Looking ahead, at least two avenues for further enquiry in legal scholarship are crucial towards reforming the global core-periphery dynamics of inflation. The first avenue should consider how capital account regulation can help alleviate inflationary pressures in the periphery, as well as how to code those rules in law. This account records the part of a country’s trade balance comprised of transnational loans (either by private creditors, multilateral institutions such as the IMF and the World Bank, or foreign governments) and investments (mostly by transnational corporations). Capital flows to the periphery increasingly depend on external forces, such as the US interest rate. Highly mobile capital can create inflationary pressures whenever there is suddenly a slow down or reversal in these external flows. Suddenly, periphery countries are left with a lack of a core currency to pay for imports alongside a devaluing domestic currency. In such instances, countries can decelerate or halt capital outflows using capital controls, such as transaction taxes, legislation, or volume restrictions. While the IMF and the World Bank have recently viewed capital controls more favourably as a crisis management tool, there remains an open research question for legal scholarship on the legality of countries employing capital controls in relation to their specific commitments within existing Foreign Investment Treaties, or whether an international regime is needed to determine the appropriate use of capital account regulations.                          
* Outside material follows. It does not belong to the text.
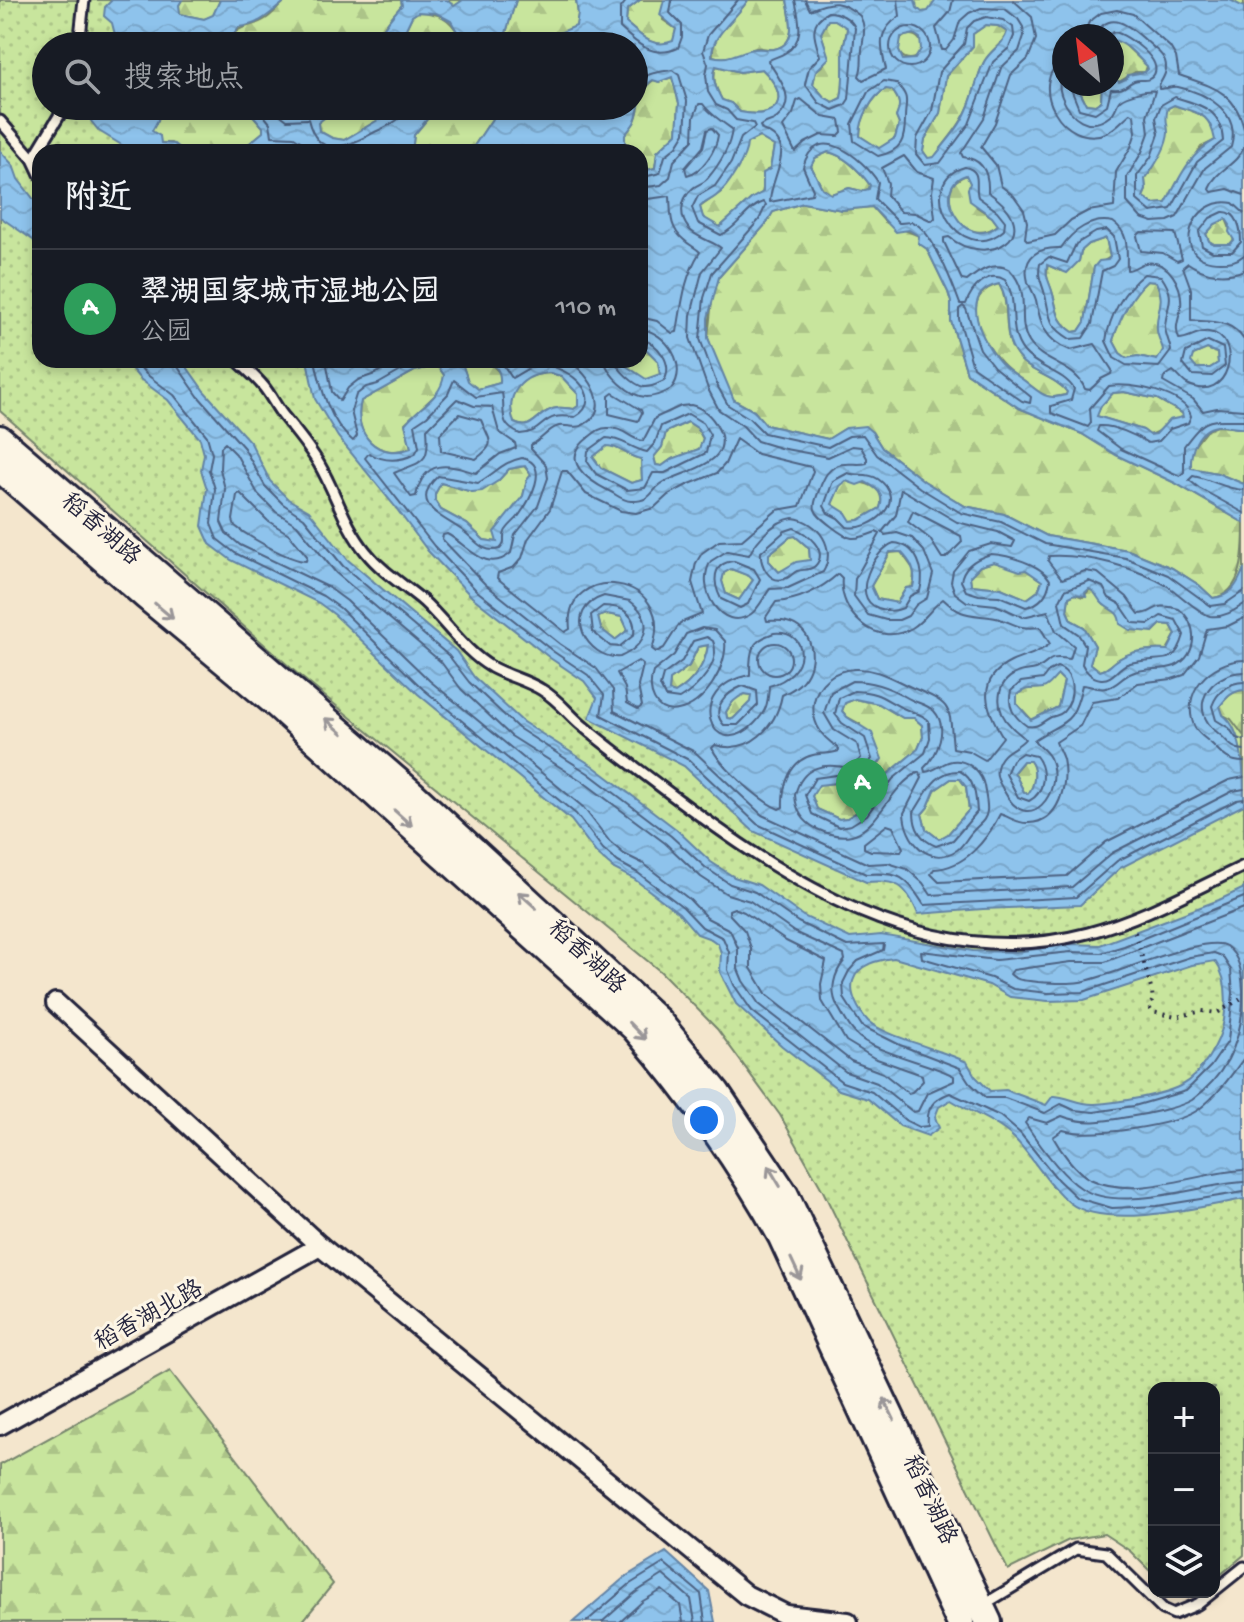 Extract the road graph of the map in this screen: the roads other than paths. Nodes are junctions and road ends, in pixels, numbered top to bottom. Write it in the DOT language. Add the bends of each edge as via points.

The second research avenue is oriented towards reducing the way that the currency hierarchy is a structural cause of asymmetric inflationary pressures. Arguably, this can only be achieved by designing an international monetary system in which a national currency cannot function as an international currency. Instead, an international unit of account would function as a mere book-keeping instrument for the denomination of international trade transactions, rather than as a store of value. During the prelude to the 1944 Bretton Woods Conference, John Maynard Keynes proposed one such alternative system: an International Clearing Union. Within this proposal, each country would hold an account denominated in an international unit of account—which Keynes called ‘Bancor’—and all international trade would be settled by transfers of this unit. Keynes envisaged regulations to restrict the convertibility between Bancor and each domestic currency, as well as rules to manage the accumulation of deficits and surpluses. As we know from the failure of this proposal at Bretton Woods, any step in this direction would require a colossal shift in the geopolitics of global money away from a US-centric system and towards principles of global justice and redistribution.